Start of Block

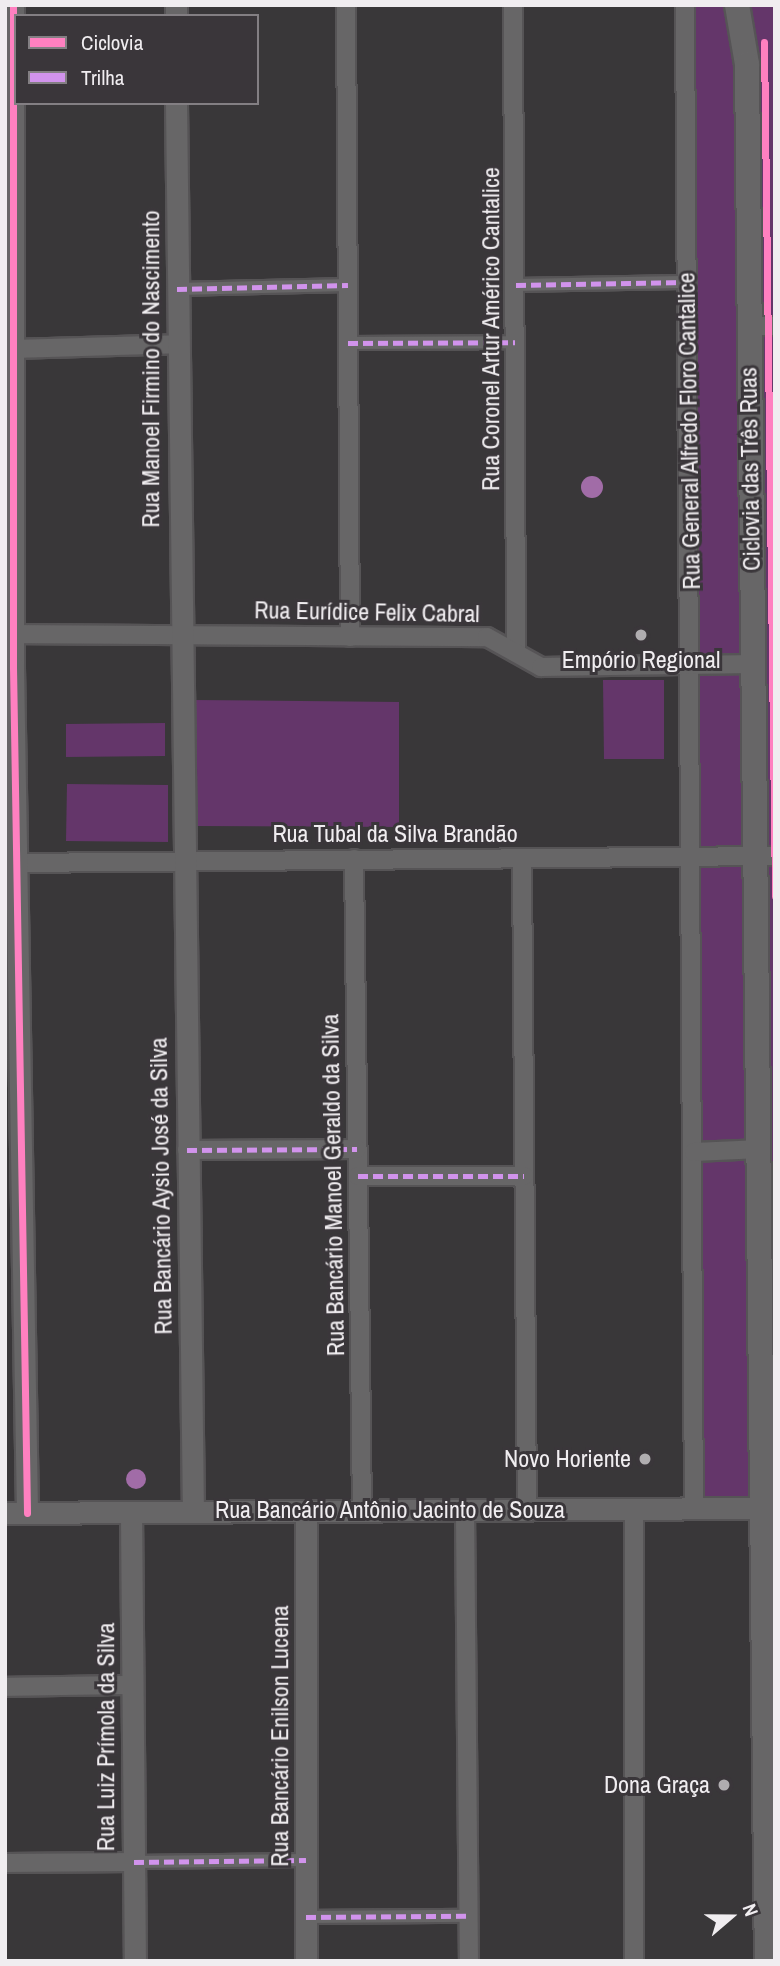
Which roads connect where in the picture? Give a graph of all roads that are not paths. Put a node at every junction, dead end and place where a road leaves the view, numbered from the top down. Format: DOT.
graph roads {
  1 [pos="13,5"];
  2 [pos="346,5"];
  3 [pos="513,5"];
  4 [pos="685,5"];
  5 [pos="737,5"];
  6 [pos="176,105"];
  7 [pos="687,282"];
  8 [pos="348,285"];
  9 [pos="516,285"];
  10 [pos="177,289"];
  11 [pos="9,292"];
  12 [pos="748,326"];
  13 [pos="775,326"];
  14 [pos="515,342"];
  15 [pos="348,343"];
  16 [pos="177,344"];
  17 [pos="13,349"];
  18 [pos="13,634"];
  19 [pos="178,634"];
  20 [pos="350,637"];
  21 [pos="516,653"];
  22 [pos="692,663"];
  23 [pos="754,664"];
  24 [pos="9,667"];
  25 [pos="765,856"];
  26 [pos="694,857"];
  27 [pos="522,858"];
  28 [pos="182,859"];
  29 [pos="354,859"];
  30 [pos="16,863"];
  31 [pos="13,1090"];
  32 [pos="358,1149"];
  33 [pos="761,1149"];
  34 [pos="187,1150"];
  35 [pos="694,1152"];
  36 [pos="358,1176"];
  37 [pos="524,1176"];
  38 [pos="770,1508"];
  39 [pos="634,1509"];
  40 [pos="694,1509"];
  41 [pos="362,1510"];
  42 [pos="465,1510"];
  43 [pos="527,1510"];
  44 [pos="193,1511"];
  45 [pos="306,1511"];
  46 [pos="131,1512"];
  47 [pos="5,1513"];
  48 [pos="27,1513"];
  49 [pos="132,1685"];
  50 [pos="5,1687"];
  51 [pos="306,1860"];
  52 [pos="134,1862"];
  53 [pos="5,1863"];
  54 [pos="468,1916"];
  55 [pos="306,1917"];
  56 [pos="135,1961"];
  57 [pos="306,1961"];
  58 [pos="468,1961"];
  59 [pos="634,1961"];
  60 [pos="767,1961"];
  1 -- 11 [label="street"];
  2 -- 8 [label="street"];
  3 -- 9 [label="street, Rua Coronel Artur Américo Cantalice"];
  4 -- 7 [label="street, Rua General Alfredo Floro Cantalice"];
  5 -- 12 [label="main road"];
  6 -- 10 [label="street, Rua Manoel Firmino do Nascimento"];
  7 -- 9 [label="street"];
  7 -- 22 [label="street, Rua General Alfredo Floro Cantalice"];
  8 -- 10 [label="street"];
  8 -- 15 [label="street"];
  9 -- 14 [label="street, Rua Coronel Artur Américo Cantalice"];
  10 -- 16 [label="street, Rua Manoel Firmino do Nascimento"];
  11 -- 17 [label="street"];
  12 -- 13 [label="street"];
  12 -- 23 [label="main road"];
  14 -- 15 [label="street"];
  14 -- 21 [label="street, Rua Coronel Artur Américo Cantalice"];
  15 -- 20 [label="street"];
  16 -- 17 [label="street"];
  16 -- 19 [label="street, Rua Manoel Firmino do Nascimento"];
  17 -- 18 [label="street"];
  18 -- 19 [label="street, Rua Eurídice Felix Cabral"];
  18 -- 24 [label="street"];
  19 -- 20 [label="street, Rua Eurídice Felix Cabral"];
  19 -- 28 [label="street, Rua Manoel Firmino do Nascimento"];
  20 -- 21 [label="street, Rua Eurídice Felix Cabral"];
  21 -- 22 [label="street, Rua Eurídice Felix Cabral"];
  22 -- 23 [label="street, Rua Eurídice Felix Cabral"];
  22 -- 26 [label="street, Rua General Alfredo Floro Cantalice"];
  23 -- 25 [label="main road"];
  24 -- 30 [label="street"];
  25 -- 26 [label="street, Rua Tubal da Silva Brandão"];
  25 -- 33 [label="main road"];
  26 -- 27 [label="street, Rua Tubal da Silva Brandão"];
  26 -- 35 [label="street, Rua General Alfredo Floro Cantalice"];
  27 -- 29 [label="street, Rua Tubal da Silva Brandão"];
  27 -- 37 [label="street"];
  28 -- 29 [label="street, Rua Tubal da Silva Brandão"];
  28 -- 30 [label="street, Rua Tubal da Silva Brandão"];
  28 -- 34 [label="street, Rua Bancário Aysio José da Silva"];
  29 -- 32 [label="street, Rua Bancário Manoel Geraldo da Silva"];
  30 -- 31 [label="street"];
  31 -- 48 [label="street"];
  32 -- 34 [label="street"];
  32 -- 36 [label="street, Rua Bancário Manoel Geraldo da Silva"];
  33 -- 35 [label="street"];
  33 -- 38 [label="main road"];
  34 -- 44 [label="street, Rua Bancário Aysio José da Silva"];
  35 -- 40 [label="street, Rua General Alfredo Floro Cantalice"];
  36 -- 37 [label="street"];
  36 -- 41 [label="street, Rua Bancário Manoel Geraldo da Silva"];
  37 -- 43 [label="street"];
  38 -- 40 [label="street, Rua Bancário Antônio Jacinto de Souza"];
  38 -- 60 [label="main road"];
  39 -- 40 [label="street, Rua Bancário Antônio Jacinto de Souza"];
  39 -- 43 [label="street, Rua Bancário Antônio Jacinto de Souza"];
  39 -- 59 [label="street"];
  41 -- 42 [label="street, Rua Bancário Antônio Jacinto de Souza"];
  41 -- 45 [label="street, Rua Bancário Antônio Jacinto de Souza"];
  42 -- 43 [label="street, Rua Bancário Antônio Jacinto de Souza"];
  42 -- 54 [label="street"];
  44 -- 45 [label="street, Rua Bancário Antônio Jacinto de Souza"];
  44 -- 46 [label="street, Rua Bancário Antônio Jacinto de Souza"];
  45 -- 51 [label="street, Rua Bancário Enilson Lucena"];
  46 -- 48 [label="street, Rua Bancário Antônio Jacinto de Souza"];
  46 -- 49 [label="street, Rua Luiz Prímola da Silva"];
  47 -- 48 [label="street, Rua Bancário Antônio Jacinto de Souza"];
  49 -- 50 [label="street"];
  49 -- 52 [label="street, Rua Luiz Prímola da Silva"];
  51 -- 52 [label="street"];
  51 -- 55 [label="street, Rua Bancário Enilson Lucena"];
  52 -- 53 [label="street"];
  52 -- 56 [label="street, Rua Luiz Prímola da Silva"];
  54 -- 55 [label="street"];
  54 -- 58 [label="street"];
  55 -- 57 [label="street, Rua Bancário Enilson Lucena"];
}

End of Block

- [Problem to solve]:
Please set down the whole listing exactly, apart from the pictures.

- [Reply to the task]:
Which roads connect where in the picture? Give a graph of all roads that are not paths. Put a node at every junction, dead end and place where a road leaves the view, numbered from the top down. Format: DOT.
graph roads {
  1 [pos="13,5"];
  2 [pos="346,5"];
  3 [pos="513,5"];
  4 [pos="685,5"];
  5 [pos="737,5"];
  6 [pos="176,105"];
  7 [pos="687,282"];
  8 [pos="348,285"];
  9 [pos="516,285"];
  10 [pos="177,289"];
  11 [pos="9,292"];
  12 [pos="748,326"];
  13 [pos="775,326"];
  14 [pos="515,342"];
  15 [pos="348,343"];
  16 [pos="177,344"];
  17 [pos="13,349"];
  18 [pos="13,634"];
  19 [pos="178,634"];
  20 [pos="350,637"];
  21 [pos="516,653"];
  22 [pos="692,663"];
  23 [pos="754,664"];
  24 [pos="9,667"];
  25 [pos="765,856"];
  26 [pos="694,857"];
  27 [pos="522,858"];
  28 [pos="182,859"];
  29 [pos="354,859"];
  30 [pos="16,863"];
  31 [pos="13,1090"];
  32 [pos="358,1149"];
  33 [pos="761,1149"];
  34 [pos="187,1150"];
  35 [pos="694,1152"];
  36 [pos="358,1176"];
  37 [pos="524,1176"];
  38 [pos="770,1508"];
  39 [pos="634,1509"];
  40 [pos="694,1509"];
  41 [pos="362,1510"];
  42 [pos="465,1510"];
  43 [pos="527,1510"];
  44 [pos="193,1511"];
  45 [pos="306,1511"];
  46 [pos="131,1512"];
  47 [pos="5,1513"];
  48 [pos="27,1513"];
  49 [pos="132,1685"];
  50 [pos="5,1687"];
  51 [pos="306,1860"];
  52 [pos="134,1862"];
  53 [pos="5,1863"];
  54 [pos="468,1916"];
  55 [pos="306,1917"];
  56 [pos="135,1961"];
  57 [pos="306,1961"];
  58 [pos="468,1961"];
  59 [pos="634,1961"];
  60 [pos="767,1961"];
  1 -- 11 [label="street"];
  2 -- 8 [label="street"];
  3 -- 9 [label="street, Rua Coronel Artur Américo Cantalice"];
  4 -- 7 [label="street, Rua General Alfredo Floro Cantalice"];
  5 -- 12 [label="main road"];
  6 -- 10 [label="street, Rua Manoel Firmino do Nascimento"];
  7 -- 9 [label="street"];
  7 -- 22 [label="street, Rua General Alfredo Floro Cantalice"];
  8 -- 10 [label="street"];
  8 -- 15 [label="street"];
  9 -- 14 [label="street, Rua Coronel Artur Américo Cantalice"];
  10 -- 16 [label="street, Rua Manoel Firmino do Nascimento"];
  11 -- 17 [label="street"];
  12 -- 13 [label="street"];
  12 -- 23 [label="main road"];
  14 -- 15 [label="street"];
  14 -- 21 [label="street, Rua Coronel Artur Américo Cantalice"];
  15 -- 20 [label="street"];
  16 -- 17 [label="street"];
  16 -- 19 [label="street, Rua Manoel Firmino do Nascimento"];
  17 -- 18 [label="street"];
  18 -- 19 [label="street, Rua Eurídice Felix Cabral"];
  18 -- 24 [label="street"];
  19 -- 20 [label="street, Rua Eurídice Felix Cabral"];
  19 -- 28 [label="street, Rua Manoel Firmino do Nascimento"];
  20 -- 21 [label="street, Rua Eurídice Felix Cabral"];
  21 -- 22 [label="street, Rua Eurídice Felix Cabral"];
  22 -- 23 [label="street, Rua Eurídice Felix Cabral"];
  22 -- 26 [label="street, Rua General Alfredo Floro Cantalice"];
  23 -- 25 [label="main road"];
  24 -- 30 [label="street"];
  25 -- 26 [label="street, Rua Tubal da Silva Brandão"];
  25 -- 33 [label="main road"];
  26 -- 27 [label="street, Rua Tubal da Silva Brandão"];
  26 -- 35 [label="street, Rua General Alfredo Floro Cantalice"];
  27 -- 29 [label="street, Rua Tubal da Silva Brandão"];
  27 -- 37 [label="street"];
  28 -- 29 [label="street, Rua Tubal da Silva Brandão"];
  28 -- 30 [label="street, Rua Tubal da Silva Brandão"];
  28 -- 34 [label="street, Rua Bancário Aysio José da Silva"];
  29 -- 32 [label="street, Rua Bancário Manoel Geraldo da Silva"];
  30 -- 31 [label="street"];
  31 -- 48 [label="street"];
  32 -- 34 [label="street"];
  32 -- 36 [label="street, Rua Bancário Manoel Geraldo da Silva"];
  33 -- 35 [label="street"];
  33 -- 38 [label="main road"];
  34 -- 44 [label="street, Rua Bancário Aysio José da Silva"];
  35 -- 40 [label="street, Rua General Alfredo Floro Cantalice"];
  36 -- 37 [label="street"];
  36 -- 41 [label="street, Rua Bancário Manoel Geraldo da Silva"];
  37 -- 43 [label="street"];
  38 -- 40 [label="street, Rua Bancário Antônio Jacinto de Souza"];
  38 -- 60 [label="main road"];
  39 -- 40 [label="street, Rua Bancário Antônio Jacinto de Souza"];
  39 -- 43 [label="street, Rua Bancário Antônio Jacinto de Souza"];
  39 -- 59 [label="street"];
  41 -- 42 [label="street, Rua Bancário Antônio Jacinto de Souza"];
  41 -- 45 [label="street, Rua Bancário Antônio Jacinto de Souza"];
  42 -- 43 [label="street, Rua Bancário Antônio Jacinto de Souza"];
  42 -- 54 [label="street"];
  44 -- 45 [label="street, Rua Bancário Antônio Jacinto de Souza"];
  44 -- 46 [label="street, Rua Bancário Antônio Jacinto de Souza"];
  45 -- 51 [label="street, Rua Bancário Enilson Lucena"];
  46 -- 48 [label="street, Rua Bancário Antônio Jacinto de Souza"];
  46 -- 49 [label="street, Rua Luiz Prímola da Silva"];
  47 -- 48 [label="street, Rua Bancário Antônio Jacinto de Souza"];
  49 -- 50 [label="street"];
  49 -- 52 [label="street, Rua Luiz Prímola da Silva"];
  51 -- 52 [label="street"];
  51 -- 55 [label="street, Rua Bancário Enilson Lucena"];
  52 -- 53 [label="street"];
  52 -- 56 [label="street, Rua Luiz Prímola da Silva"];
  54 -- 55 [label="street"];
  54 -- 58 [label="street"];
  55 -- 57 [label="street, Rua Bancário Enilson Lucena"];
}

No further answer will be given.